Photo Credit: Tumblr.com
Long ago, I discovered that practicing a new way of being is just that – a practice.
It's the learning of a new exercise, the fitting into a new dress. A deep, intrinsic mix of fancy footwork and endless alterations. At times requiring all of me: my time, energy, and focus.
It was work, a beautiful and worthy work, but work nonetheless. Admittedly, on some days, or cold nights, it felt almost selfish
I love to read about the process authors go through when writing a book. It's always a surprise to discover there are times when it takes an entire season to write a single chapter. Inspiration coming in fits and bursts, a broken shower head where the water pressure is too much, and then not enough; and suddenly a trickle of a sentence, or the drip of a paragraph breaks through. And there is progress
In those seasons, they write, they have to be selfish; for there is something beautiful springing forth, and it requires all of their being
Photo Credit: Instagram – @sweetgreen
And so the author might decline that new project at work or the volunteer position at her child's school, and she might ignore the four dozen emails that feel pressing, or timely, or important. She might quit her book club, cancel a dinner, or reschedule a meeting. She might appear to the outside world as distracted, unreliable, flighty, or even
selfish
And yet, inside, there was a portrait being painted. There was a masterpiece being chiseled, and her job was to show up and to allow it. To invite it, and to pick up the pen again, and again, and again
Through it all, to keep practicing. Keep showing up; right where she was. To keep trying and failing, and trying again. To keep getting a little bit better every day
No matter who chooses to see.
A recipe for a take-out favorite that you can make at home. A version that's healthier, cheaper, and tastier
Tender, crispy baked chicken bites in a sticky honey-Sriracha sauce make for an easy weeknight meal or party appetizer.
Certainly, you can toss the chicken in sauce and serve over rice, a replication of the take-out version.

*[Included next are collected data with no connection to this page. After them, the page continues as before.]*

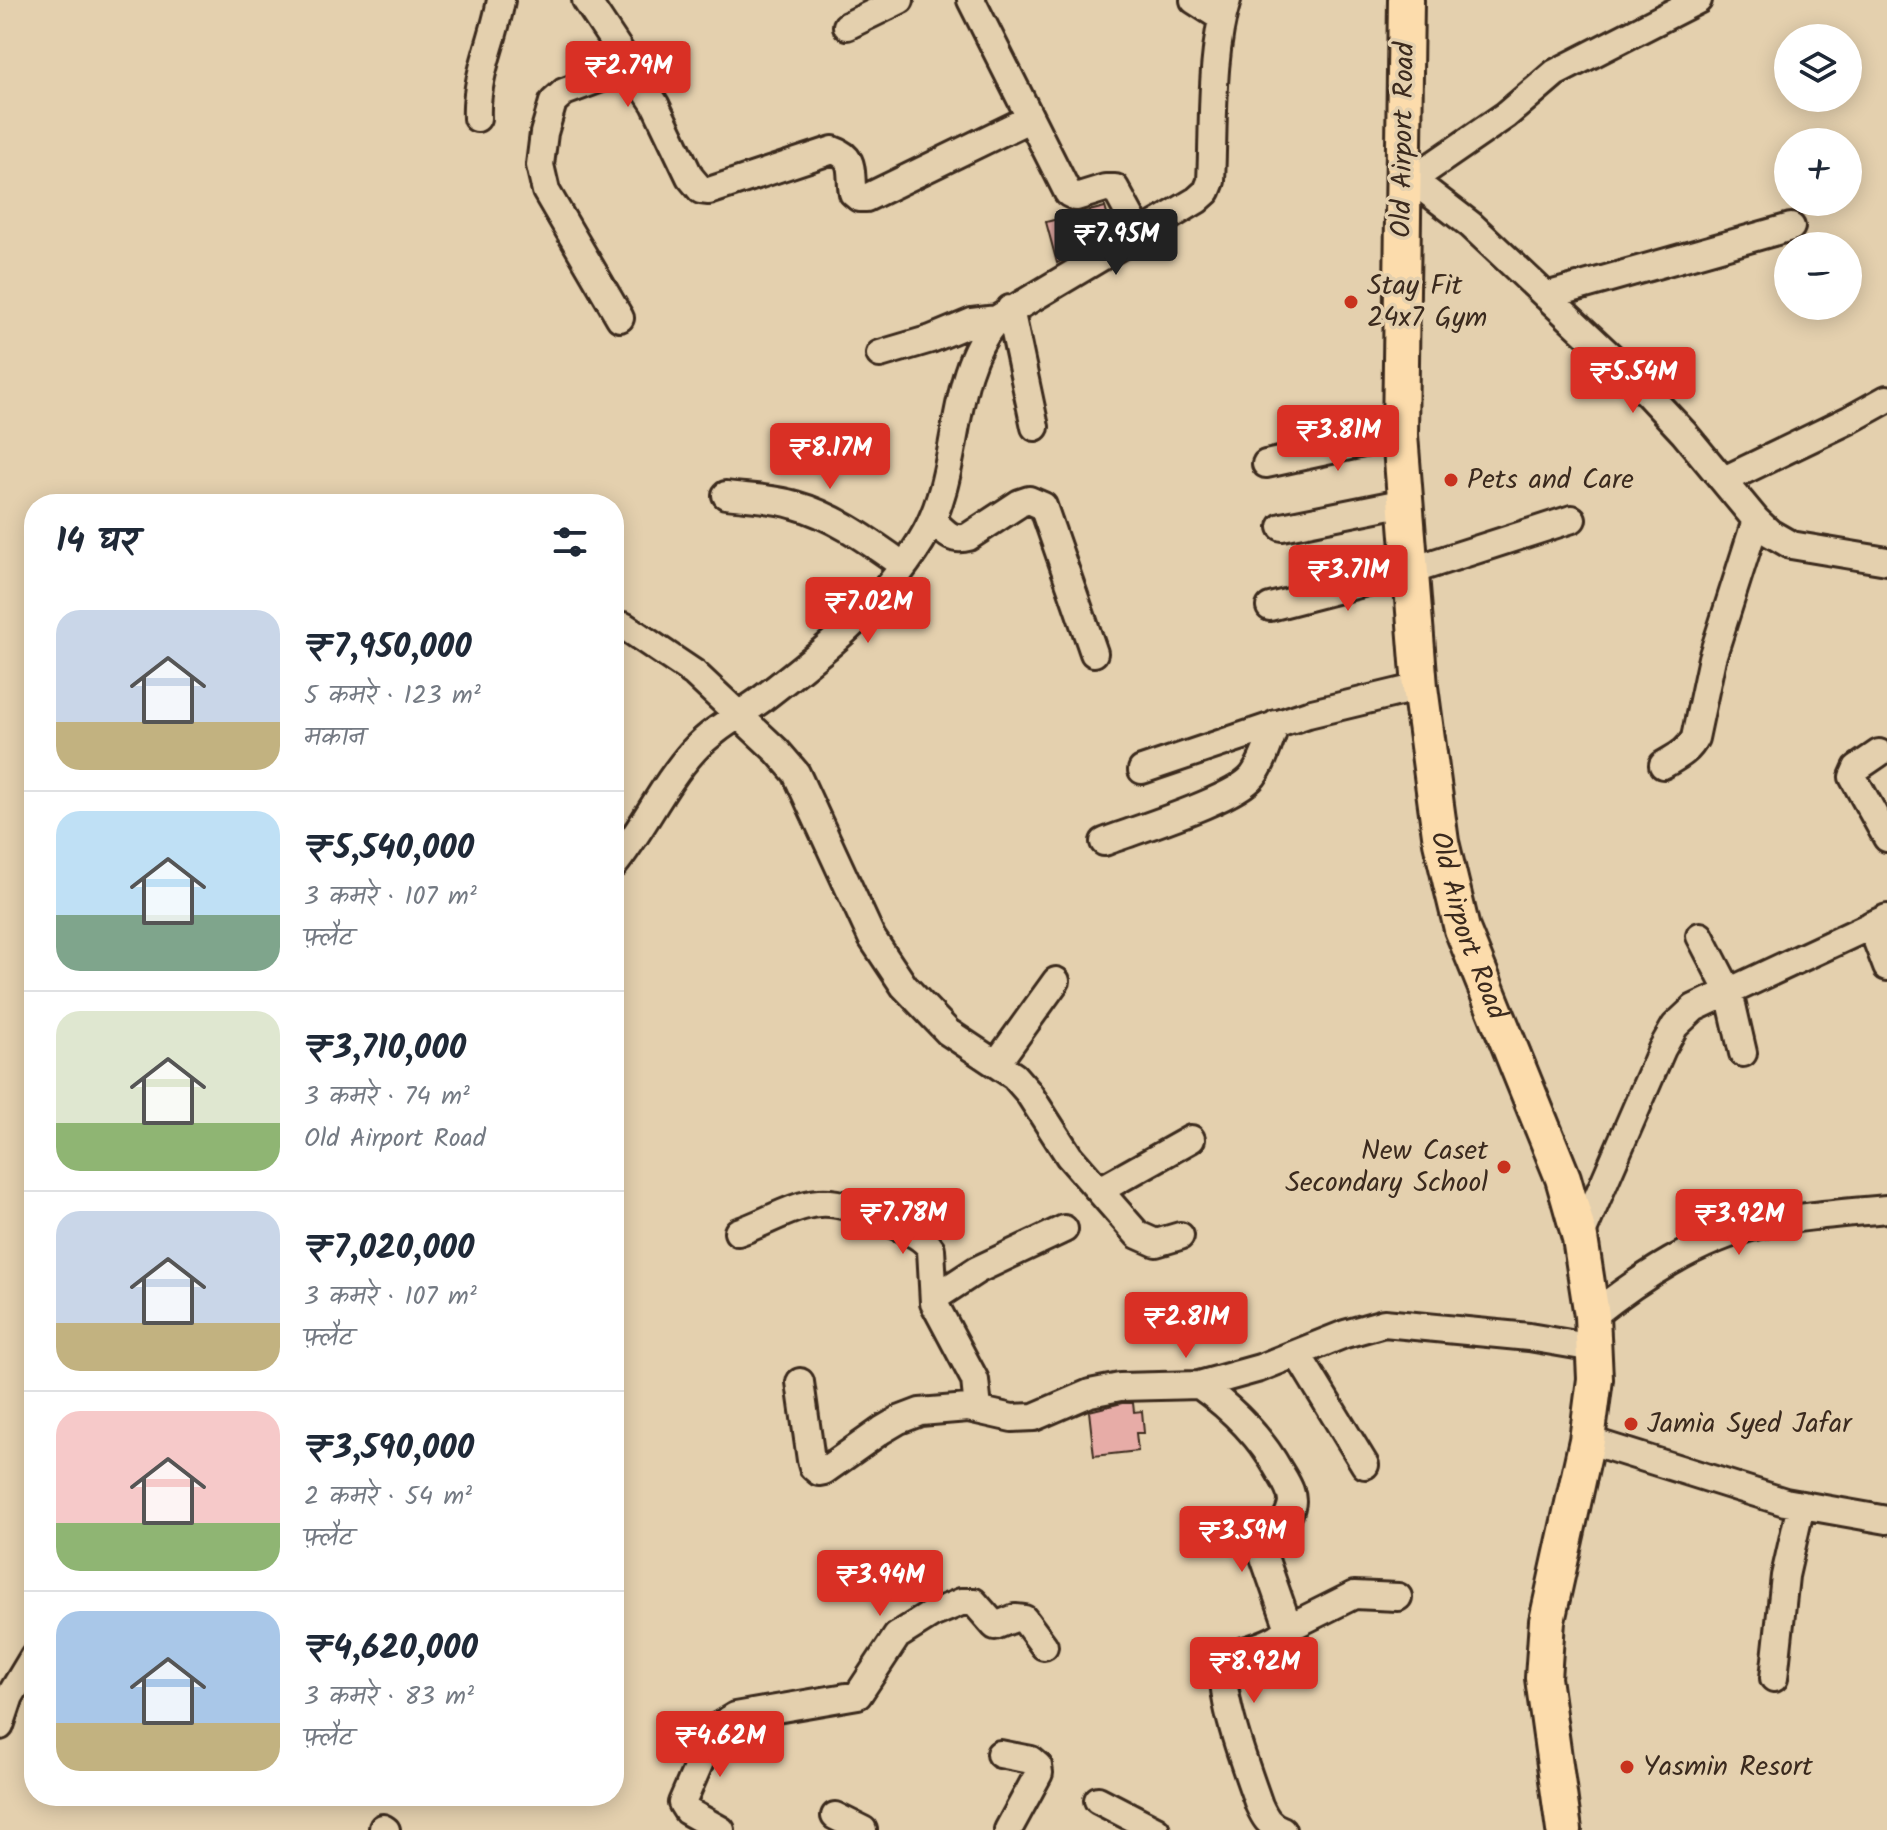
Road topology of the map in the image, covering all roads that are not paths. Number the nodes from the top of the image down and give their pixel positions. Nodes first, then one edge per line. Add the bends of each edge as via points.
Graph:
1 (501, 0) edge
2 (586, 0) edge
3 (900, 0) edge
4 (971, 0) edge
5 (1194, 0) edge
6 (1406, 0) edge
7 (1698, 0) edge
8 (1225, 9) edge
9 (847, 26) dead end
10 (631, 67) junction
11 (477, 118) dead end
12 (1029, 119) junction
13 (1408, 184) junction
14 (1791, 227) dead end
15 (1140, 234) junction
16 (1546, 296) junction
17 (1004, 314) junction
18 (620, 318) dead end
19 (880, 354) dead end
20 (1887, 399) edge
21 (1035, 427) dead end
22 (1400, 435) junction
23 (1266, 464) dead end
24 (1724, 480) junction
25 (726, 495) dead end
26 (1406, 502) junction
27 (1572, 519) dead end
28 (932, 520) junction
29 (1756, 520) junction
30 (1282, 527) dead end
31 (1887, 561) edge
32 (904, 566) junction
33 (1413, 570) junction
34 (1270, 607) dead end
35 (624, 626) dead end
36 (1094, 653) dead end
37 (1420, 687) junction
38 (740, 715) junction
39 (1276, 724) junction
40 (1879, 753) dead end
41 (1663, 765) dead end
42 (1142, 770) dead end
43 (1887, 838) edge
44 (1104, 842) dead end
45 (624, 850) edge
46 (1879, 921) edge
47 (1700, 936) dead end
48 (1887, 967) edge
49 (1056, 981) dead end
50 (1729, 992) junction
51 (1743, 1053) dead end
52 (997, 1063) junction
53 (1191, 1139) dead end
54 (1100, 1190) junction
55 (1887, 1209) edge
56 (1064, 1229) dead end
57 (738, 1232) dead end
58 (1180, 1236) dead end
59 (1580, 1238) junction
60 (934, 1298) junction
61 (1593, 1332) junction
62 (1298, 1355) junction
63 (800, 1382) dead end
64 (1199, 1385) junction
65 (978, 1409) junction
66 (1587, 1440) junction
67 (1365, 1465) dead end
68 (1801, 1505) junction
69 (1887, 1520) edge
70 (1398, 1597) dead end
71 (1290, 1625) junction
72 (1044, 1646) dead end
73 (24, 1673) edge
74 (1774, 1678) dead end
75 (0, 1726) edge
76 (1000, 1754) dead end
77 (1098, 1800) dead end
78 (835, 1816) dead end
79 (721, 1830) edge
80 (863, 1830) edge
81 (1008, 1830) edge
82 (1156, 1830) edge
83 (1282, 1830) edge
84 (1564, 1830) edge

1 - 11 street via 477,89
2 - 10 street
3 - 9 street
4 - 12 street
5 - 8 street
6 - 13 main road, Old Airport Road
7 - 13 street via 1555,73
8 - 15 street via 1211,181 1197,200
10 - 12 street via 701,190 833,150 852,164 853,193 866,198
10 - 18 street via 564,92 553,102 540,165 546,191
12 - 15 street via 1071,197 1115,188
13 - 16 street via 1471,225
13 - 22 main road, Old Airport Road
14 - 16 street
15 - 17 street
16 - 24 street via 1628,373
17 - 19 street
17 - 21 street
17 - 28 street via 978,345 970,366 950,468
20 - 24 street
22 - 23 street
22 - 26 main road, Old Airport Road
24 - 29 street
25 - 32 street via 813,511
26 - 30 street
26 - 33 main road, Old Airport Road
27 - 33 street
28 - 32 street
28 - 36 street via 959,540 1020,503 1029,500 1043,506
29 - 31 street via 1791,545
29 - 41 street via 1712,658 1695,738 1691,747
32 - 38 street via 857,621
33 - 34 street
33 - 37 main road, Old Airport Road
35 - 38 street via 694,673
37 - 39 street
37 - 59 main road, Old Airport Road via 1441,842 1462,929 1563,1178
38 - 45 street via 694,749
38 - 52 street via 796,773 872,938 904,986 948,1032
39 - 42 street
39 - 44 street via 1261,764 1243,786
40 - 43 street via 1853,777
46 - 48 street
46 - 50 street
47 - 50 street
49 - 52 street
50 - 51 street
50 - 59 street via 1694,1008 1675,1026
52 - 54 street via 1028,1092 1069,1156
53 - 54 street
54 - 58 street via 1148,1242
55 - 61 street via 1760,1225 1729,1234 1655,1271
56 - 60 street via 977,1270
57 - 60 street via 820,1202 863,1211 927,1242
59 - 61 main road, Old Airport Road
60 - 65 street via 975,1380
61 - 62 street via 1529,1337 1384,1323
61 - 66 main road, Old Airport Road via 1595,1379
62 - 64 street
62 - 67 street
63 - 65 street via 811,1460 819,1472 899,1420 937,1409
64 - 65 street via 1120,1387 1023,1419
64 - 71 street via 1261,1440 1288,1486 1291,1509 1264,1557
66 - 68 street
66 - 84 main road, Old Airport Road via 1545,1650 1545,1693
68 - 69 street
68 - 74 street via 1785,1576
70 - 71 street via 1354,1595
71 - 83 street via 1279,1637 1230,1656 1224,1667 1233,1726 1259,1805
72 - 79 street via 1024,1619 995,1626 974,1602 961,1602 897,1636 858,1695 723,1722 714,1729 682,1803
73 - 75 street
76 - 81 street via 1031,1760 1039,1773
77 - 82 street
78 - 80 street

Or we like the option of serving the sauce on the side, with toothpicks for dipping.
Enjoy!
xoxo
~ Adapted from JoCooks
Baked Honey Garlic Chicken
Ingredients
- 1 lb boneless skinless chicken breasts, cut into 1-inch chunks
- 2 eggs, beaten
- 1 cup Panko breadcrumbs
- Honey Garlic Sauce
- ⅓ cup honey
- ⅓ cup soy sauce
- 1 Tbsp Sriracha sauce, optional
- 3 cloves garlic, minced
- sea salt + freshly ground black pepper to taste
- For Serving
- 2 green onions, sliced thin
- 2 tsp sesame seeds
Instructions
- Preheat oven to 375° F
- Line a baking sheet with parchment paper.
- Add the breadcrumbs to a shallow plate.
- Beat the eggs in another shallow plate.
- Season eggs with a pinch of sea salt and freshly ground black pepper.
- Add the chicken to the eggs and toss to make sure each piece is fully coated.
- Coat each piece of chicken with breadcrumbs and place on a baking sheet.
- Bake for about 20 minutes, or until the chicken is cooked through and slightly golden.
- In the meantime, add the sauce ingredients to a small saucepan.
- Bring to a boil over medium heat, then turn down the heat and cook for a couple more minutes stirring occasionally.
- Pour sauce over chicken and toss so that the chicken pieces are fully coated. (If there's leftover sauce, use for dipping.)
- Garnish with sesame seeds and parsley, if preferred.